Senators on Thursday pressed intelligence officials over the U.S. response to Russian President Vladimir Putin’s invasion of Ukraine as fears mount that Moscow is preparing a chemical weapons attack and risking a nuclear conflict.
Lawmakers further grilled intelligence officials over what steps the U.S. can take to deter Putin, including increasing American military and air assistance to help Ukrainians repel Russian forces amid increasing civilian casualties.
CIA Director William Burns said intelligence leaders “take very seriously” the threat of a chemical weapons attack in Ukraine and said the decision to declassify and release intelligence previewing Putin’s likely moves has served to deter action and unify a global response.
“I am convinced that our efforts at selective declassification to preempt those kind of false flag efforts and the creation of false narratives have been so important,” Burns said, speaking during an annual hearing of the Senate Intelligence Committee worldwide threats hearing.

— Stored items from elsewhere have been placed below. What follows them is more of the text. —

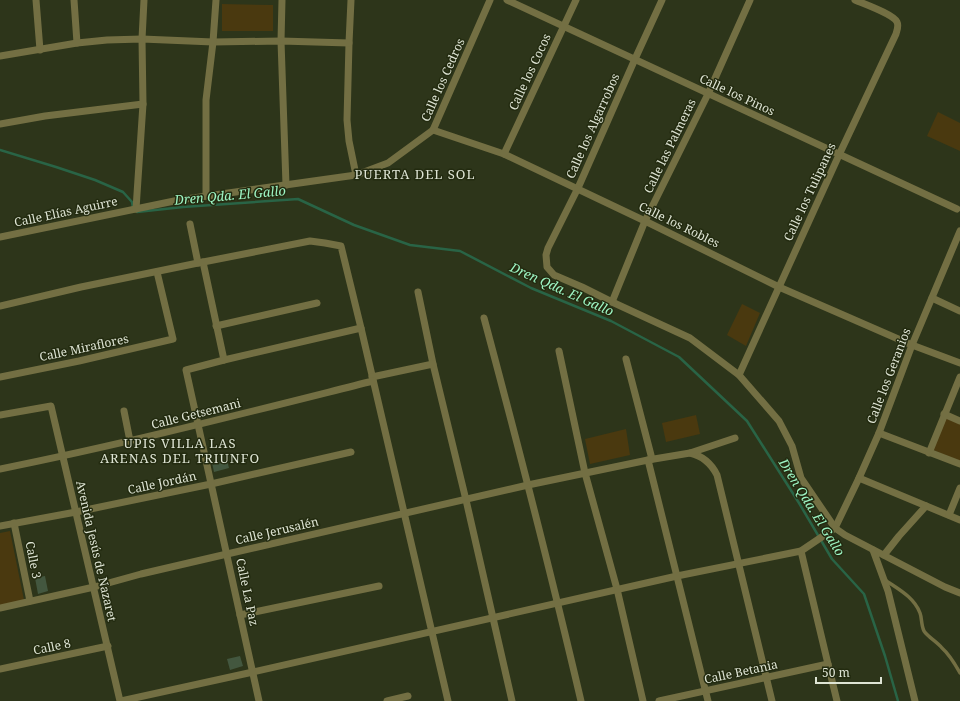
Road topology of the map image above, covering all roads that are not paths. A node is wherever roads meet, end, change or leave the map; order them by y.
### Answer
1 (36, 0) edge
2 (74, 0) edge
3 (144, 0) edge
4 (216, 0) edge
5 (282, 0) edge
6 (351, 0) edge
7 (490, 0) edge
8 (507, 0) edge
9 (576, 0) edge
10 (662, 0) edge
11 (750, 0) edge
12 (855, 0) edge
13 (564, 27) junction
14 (142, 39) junction
15 (281, 41) junction
16 (212, 42) junction
17 (77, 43) junction
18 (349, 43) junction
19 (40, 50) junction
20 (0, 56) edge
21 (635, 59) junction
22 (708, 94) junction
23 (143, 104) junction
24 (0, 124) edge
25 (433, 130) junction
26 (504, 154) junction
27 (839, 155) junction
28 (356, 174) junction
29 (286, 185) junction
30 (578, 188) junction
31 (206, 196) junction
32 (136, 209) junction
33 (957, 209) dead end
34 (645, 220) junction
35 (190, 224) dead end
36 (960, 231) edge
37 (0, 237) edge
38 (201, 262) junction
39 (157, 272) junction
40 (779, 287) junction
41 (418, 292) dead end
42 (932, 298) junction
43 (612, 302) junction
44 (317, 303) dead end
45 (0, 306) edge
46 (960, 310) edge
47 (484, 318) dead end
48 (216, 326) junction
49 (361, 328) junction
50 (912, 345) junction
51 (560, 351) dead end
52 (224, 360) junction
53 (626, 360) dead end
54 (960, 363) edge
55 (433, 364) junction
56 (739, 375) junction
57 (0, 377) edge
58 (960, 378) edge
59 (372, 379) junction
60 (124, 411) dead end
61 (944, 414) junction
62 (0, 415) edge
63 (960, 421) edge
64 (199, 425) junction
65 (879, 434) junction
66 (735, 438) dead end
67 (130, 441) junction
68 (351, 452) dead end
69 (690, 453) junction
70 (929, 453) junction
71 (63, 457) junction
72 (650, 459) junction
73 (960, 464) edge
74 (0, 469) edge
75 (585, 473) junction
76 (859, 478) junction
77 (212, 484) junction
78 (528, 486) junction
79 (960, 488) edge
80 (466, 500) junction
81 (926, 506) junction
82 (76, 512) junction
83 (404, 514) junction
84 (950, 515) junction
85 (960, 520) edge
86 (14, 523) junction
87 (0, 526) edge
88 (835, 528) junction
89 (873, 550) junction
90 (800, 551) junction
91 (227, 554) junction
92 (884, 555) junction
93 (739, 563) junction
94 (677, 576) junction
95 (884, 579) junction
96 (379, 586) dead end
97 (94, 587) junction
98 (617, 590) junction
99 (960, 593) edge
100 (30, 601) junction
101 (558, 603) junction
102 (0, 608) edge
103 (240, 615) junction
104 (493, 618) junction
105 (432, 632) junction
106 (108, 646) junction
107 (828, 664) junction
108 (0, 669) edge
109 (253, 672) junction
110 (960, 673) edge
111 (767, 677) junction
112 (705, 691) junction
113 (408, 696) dead end
114 (121, 701) edge
115 (259, 701) edge
116 (387, 701) edge
117 (448, 701) edge
118 (512, 701) edge
119 (581, 701) edge
120 (643, 701) edge
121 (659, 701) edge
122 (708, 701) edge
123 (772, 701) edge
124 (836, 701) edge
125 (915, 701) edge

1 - 19 street
2 - 17 street
3 - 14 street
4 - 16 street
5 - 15 street
6 - 18 street
7 - 25 street, Calle los Cedros
8 - 13 street, Calle los Pinos
9 - 13 street, Calle los Cocos
10 - 21 street, Calle los Algarrobos
11 - 22 street, Calle las Palmeras
12 - 27 street, Calle los Tulipanes
13 - 21 street, Calle los Pinos
13 - 26 street, Calle los Cocos
14 - 16 street
14 - 17 street
14 - 23 street
15 - 16 street
15 - 18 street
15 - 29 street
16 - 31 street
17 - 19 street
18 - 28 street
19 - 20 street
21 - 22 street, Calle los Pinos
21 - 30 street, Calle los Algarrobos
22 - 27 street, Calle los Pinos
22 - 34 street, Calle las Palmeras
23 - 24 street
23 - 32 street
25 - 26 street, Calle los Robles
25 - 28 street, Calle los Cedros
26 - 30 street, Calle los Robles
27 - 33 street, Calle los Pinos
27 - 40 street, Calle los Tulipanes
28 - 29 street, Calle los Cedros
29 - 31 street, Calle los Cedros
30 - 34 street, Calle los Robles
30 - 43 street, Calle los Algarrobos
31 - 32 street, Calle Elías Aguirre
32 - 37 street, Calle Elías Aguirre
34 - 40 street, Calle los Robles
34 - 43 street, Calle las Palmeras
35 - 38 street
36 - 42 street, Calle los Geranios
38 - 39 street
38 - 48 street
38 - 49 street
39 - 45 street
39 - 57 street, Calle Miraflores
40 - 50 street, Calle los Robles
40 - 56 street, Calle los Tulipanes
41 - 55 street
42 - 46 street
42 - 50 street, Calle los Geranios
43 - 56 street
44 - 48 street
47 - 78 street
48 - 52 street
49 - 52 street
49 - 59 street
50 - 54 street, Calle los Robles
50 - 65 street, Calle los Geranios
51 - 75 street
52 - 64 street, Calle La Paz
53 - 72 street
55 - 59 street, Calle Getsemani
55 - 80 street
56 - 88 street
58 - 61 street
59 - 64 street, Calle Getsemani
59 - 83 street
60 - 67 street
61 - 63 street
61 - 70 street
62 - 71 street, Avenida Jesús de Nazaret
64 - 67 street, Calle Getsemani
64 - 77 street, Calle La Paz
65 - 70 street
65 - 76 street, Calle los Geranios
66 - 69 street, Calle Jerusalén
67 - 71 street, Calle Getsemani
68 - 77 street, Calle Jordán
69 - 72 street, Calle Jerusalén
69 - 93 street
70 - 73 street
71 - 74 street, Calle Getsemani
71 - 82 street, Avenida Jesús de Nazaret
72 - 75 street, Calle Jerusalén
72 - 94 street
75 - 78 street, Calle Jerusalén
75 - 98 street
76 - 81 street
76 - 88 street, Calle los Geranios
77 - 82 street, Calle Jordán
77 - 91 street, Calle La Paz
78 - 80 street, Calle Jerusalén
78 - 101 street
79 - 84 street
80 - 83 street, Calle Jerusalén
80 - 104 street
81 - 84 street
81 - 92 street
82 - 86 street, Calle Jordán
82 - 97 street, Avenida Jesús de Nazaret
83 - 91 street, Calle Jerusalén
83 - 105 street
84 - 85 street
86 - 87 street, Calle Jordán
86 - 100 street, Calle 3
88 - 89 street
88 - 90 street
89 - 92 street
89 - 95 street
90 - 93 street
90 - 107 street
91 - 97 street, Calle Jerusalén
91 - 103 street, Calle La Paz
92 - 99 street
93 - 94 street
93 - 111 street
94 - 98 street
94 - 112 street
95 - 110 lane
95 - 125 street
96 - 103 street
97 - 100 street, Calle Jerusalén
97 - 106 street, Avenida Jesús de Nazaret
98 - 101 street
98 - 120 street
100 - 102 street, Calle Jerusalén
101 - 104 street
101 - 119 street
103 - 109 street, Calle La Paz
104 - 105 street
104 - 118 street
105 - 109 street
105 - 117 street
106 - 108 street, Calle 8
106 - 114 street, Avenida Jesús de Nazaret
107 - 111 street, Calle Betania
107 - 124 street
109 - 114 street
109 - 115 street, Calle La Paz
111 - 112 street, Calle Betania
111 - 123 street
112 - 121 street, Calle Betania
112 - 122 street
113 - 116 street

“This is one information war that I think Putin is losing.”
Russian officials, amplified by state-backed media, are pushing a narrative, roundly rejected by U.S. officials, that biomedical research labs in Ukraine – and that are supported by the U.S. – are part of a more sinister plot surrounding dangerous weapons development.
“Let me be clear, we do not assess that Ukraine is pursuing either biological weapons or nuclear weapons, which have been some of the propaganda that Russia is putting out,” Director of National Intelligence Avril Haines told lawmakers.
Haines added that the intelligence community is “very concerned” and is monitoring “everything that may be going on with respect to Russia’s strategic nuclear forces” but had not assessed any significant changes that would indicate potential use of nuclear weapons.
“It’s nothing unprecedented,” she said of what they are observing.
The White House has said that Putin’s warnings about Ukrainian biological weapons may in fact be a signal that Russia may deploy such weapons of mass destruction, as it has done in previous conflicts.
Senators on both sides of the aisle largely praised the intelligence community for proactively releasing information detailing Putin’s invasion plans against Ukraine, which they credited with unifying the global community to respond quickly with sanctions and scaling up military assistance delivery.
But they also raised concerns over other intelligence miscalculations that likely impacted the administration’s decisionmaking, such as overestimating Putin’s ability to overrun the country and capture Kyiv, and underestimating the strength and resolve of the Ukrainian forces to resist the Russian army.
“I don’t want to be critical, but these mistakes had, potentially, real world policy implications about the willingness of the president or other NATO leaders to provide weapons that they thought might fall into the hands of Russians in a matter of hours,” Sen. Tom Cotton (R-Ark.) said during the hearing.
“We need to ask ourselves, if we made mistakes about the first two weeks of this war, are we making mistakes about the next two weeks? Or the next two months? And the policy implications those might have.”
Lt. Gen. Scott Berrier, director of the Defense Intelligence Agency, said the intelligence community “made some assumptions about his [Putin’s] assumptions, which proved to be very, very flawed”.
He further added that he fell short on assessing the resolve of the Ukrainian army to push back on the Russian assault.
“I think assessing will, morale and the will to fight is a very difficult analytical task; we had different inputs from different organizations, and from my perspective, as a director, I did not do as well as I could have,” he said.
The senators’ questioning of top intelligence officials comes as the Biden administration weighs how to increase defensive support to Ukraine while seeking to avoid triggering direct confrontation between the U.S., NATO and Russia.
Ukrainian President Volodmyr Zelensky has implored the West to install a no-fly zone, a measure that the administration has largely rejected over concerns that American forces shooting down Russian planes would widen the war.
Officials and experts have also pointed out that Russian attacks are largely being carried out by munitions on the ground that would not be impacted by a no-fly zone.
Lawmakers also pressed officials over plans to bolster Ukraine’s Air Force with the transfer from Poland of Soviet-era fighter jets, the Mikoyan MiG-29.
Administration officials have tempered their earlier support for the effort, which was said to include the U.S. refilling Poland’s air force with American fighter jets, expressing concern over Putin’s calculations and viewing the delivery of war planes as widening the conflict.
“When you look at anti-tank weapons and air defense, shoulder-fired kinds of weapons, there is a range of escalation, and I think in our view, that escalation ladder doesn’t get checked higher with those weapons, versus something like combat aircraft,” Berrier added.
Questions over Russia’s aggression against Ukraine largely dominated the hearing, which is meant to provide the intelligence community’s overview of a wide range of threats globally and to national security.
But intelligence officials raised the fact that China remains one of the top concerns among the community, with Haines calling it an “unparalleled priority” and Burns assessing that Beijing, which holds close ties with Moscow, has become “unsettled” by Russia’s aggression.
“President Xi, in particular, is unsettled by what he’s seen, partly because his own intelligence doesn’t appear to have told him what was going to happen,” Burns said.